Krugman's Big Idea is outlined pretty well in his Nobel speech. To the extent it truly captures something big, the essence of the idea is as simple as what he presented. The particulars of his academic papers, with their theorems and lemmas are ephemeral, the nature of current rhetoric, because defining a measure space, and outlining that this result only holds when U'(0)=inf and U''<0, is just not essential to his insight.
But consider his idea that increasing returns to scale are important. The obvious policy implication is, there might be situations where one wants to invoke the infant industry argument, to protect an industry that is about to 'take off'. Perhaps. But consider the political issues involved, in that such arguments are often used as pretexts for politicians to distribute monopoly power like patronage jobs. Ann Krueger wrote a very interesting piece in the AEA about this, and noted that while there were some good reasons for adopting tariffs and trade barriers, in practice, it was counterproductive because it merely encouraged wasteful rent-seeking, and the effect of sheltering an industry from competition leads not to a high-flying industrial sector, but a bloated one. Further, infant industries never appear to grow up, so that some industries like textiles and sugar are seemingly stuck in infancy for generations.
Anyway, Krugman took the bait, and put out some heretical books in the early 1990's on why infant industry arguments may work (increasing returns to scale), but then found he was often being used by simple Luddites to increase trade barriers, so wrote Pop Internationalism to point out that free trade is almost always a good thing. In any case, his one Big Idea, is merely one argument for trade protection. Further, it does not address why increasing returns to scale exist. In this sense, his result is a bit like Solow's famous result that productivity growth (the Solow residual), and not capital and labor growth, are the keys to productivity growth. Kind of interesting, but unless you can explain why certain countries have higher productivity growth, not so much. Thus, when a Nobel Prize Winning economists discusses his subject, in the realm of policy he is really a neophyte, because the debate involves many issues, not just one, and often his insight is very parochial even within his field of expertise.

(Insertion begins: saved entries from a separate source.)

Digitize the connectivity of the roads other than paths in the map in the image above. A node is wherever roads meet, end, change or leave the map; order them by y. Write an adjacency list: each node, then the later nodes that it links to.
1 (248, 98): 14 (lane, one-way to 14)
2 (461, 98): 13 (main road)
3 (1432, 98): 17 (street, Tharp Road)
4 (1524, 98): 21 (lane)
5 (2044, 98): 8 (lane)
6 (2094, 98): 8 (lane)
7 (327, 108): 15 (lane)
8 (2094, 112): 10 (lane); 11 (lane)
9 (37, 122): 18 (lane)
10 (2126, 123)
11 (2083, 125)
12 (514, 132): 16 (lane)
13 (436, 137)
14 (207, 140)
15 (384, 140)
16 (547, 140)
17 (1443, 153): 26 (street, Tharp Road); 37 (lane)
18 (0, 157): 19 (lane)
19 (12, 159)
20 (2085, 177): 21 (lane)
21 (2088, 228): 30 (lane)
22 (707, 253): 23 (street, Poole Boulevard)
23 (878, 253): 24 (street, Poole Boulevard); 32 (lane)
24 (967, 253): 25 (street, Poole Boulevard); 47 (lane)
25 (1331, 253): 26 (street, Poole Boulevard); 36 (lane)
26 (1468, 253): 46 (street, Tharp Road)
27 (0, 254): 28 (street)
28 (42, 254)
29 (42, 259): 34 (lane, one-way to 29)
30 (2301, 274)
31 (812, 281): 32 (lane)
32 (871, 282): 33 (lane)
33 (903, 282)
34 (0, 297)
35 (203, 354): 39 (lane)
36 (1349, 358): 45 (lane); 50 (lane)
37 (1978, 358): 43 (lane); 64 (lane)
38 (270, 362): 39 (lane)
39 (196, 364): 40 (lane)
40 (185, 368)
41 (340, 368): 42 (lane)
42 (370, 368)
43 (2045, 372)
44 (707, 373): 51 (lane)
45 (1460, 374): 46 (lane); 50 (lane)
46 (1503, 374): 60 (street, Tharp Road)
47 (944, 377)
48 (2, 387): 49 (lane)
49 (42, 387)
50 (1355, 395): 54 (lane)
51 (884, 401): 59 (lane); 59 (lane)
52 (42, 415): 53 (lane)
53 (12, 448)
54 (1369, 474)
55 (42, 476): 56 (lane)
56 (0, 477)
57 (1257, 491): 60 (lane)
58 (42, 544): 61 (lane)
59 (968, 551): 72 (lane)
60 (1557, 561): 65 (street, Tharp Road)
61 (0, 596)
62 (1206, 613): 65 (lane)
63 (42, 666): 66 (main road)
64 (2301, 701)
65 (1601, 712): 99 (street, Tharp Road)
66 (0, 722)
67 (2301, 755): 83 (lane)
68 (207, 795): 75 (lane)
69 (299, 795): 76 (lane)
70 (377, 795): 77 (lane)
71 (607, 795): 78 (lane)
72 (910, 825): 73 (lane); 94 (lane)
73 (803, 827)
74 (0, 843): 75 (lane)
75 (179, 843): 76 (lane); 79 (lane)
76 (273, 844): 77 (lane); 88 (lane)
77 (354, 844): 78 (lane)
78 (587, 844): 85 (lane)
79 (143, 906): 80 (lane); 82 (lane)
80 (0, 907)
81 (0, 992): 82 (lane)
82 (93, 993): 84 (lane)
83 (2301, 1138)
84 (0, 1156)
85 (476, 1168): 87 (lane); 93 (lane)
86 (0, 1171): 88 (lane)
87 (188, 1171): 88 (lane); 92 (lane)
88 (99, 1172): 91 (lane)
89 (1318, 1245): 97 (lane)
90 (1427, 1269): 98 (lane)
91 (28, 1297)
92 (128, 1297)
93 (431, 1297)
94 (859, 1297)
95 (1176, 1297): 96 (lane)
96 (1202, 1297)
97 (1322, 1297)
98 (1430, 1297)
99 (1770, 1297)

Any geographical region that has a concentrated industry presence (New York finance, N. California, computer technology, Banglore, outsourcing) is an example of incraesing returns to scale. The question is are there public policies that will help increasing returns kick in. It may be as simple as having low taxes and no welfare state, or it may involve high taxes a robust safety net and public education system, or it could involve actually picking winners and losers in the marketplace by nurturing infant industries.
Observing that there are increasing returns should not be controversial. Figuring out if there is some way to help them along as a matter of public policy is complicated (particularly in view of the tradeoffs), and one of the reasons we have political institutions.
i hereby predict the next nobel will be for a theory that shows, yes, free markets and trade work in theory, but no, society should not implement them, because look at the track record. maybe as soon as next year, depends how fast/how cold we get.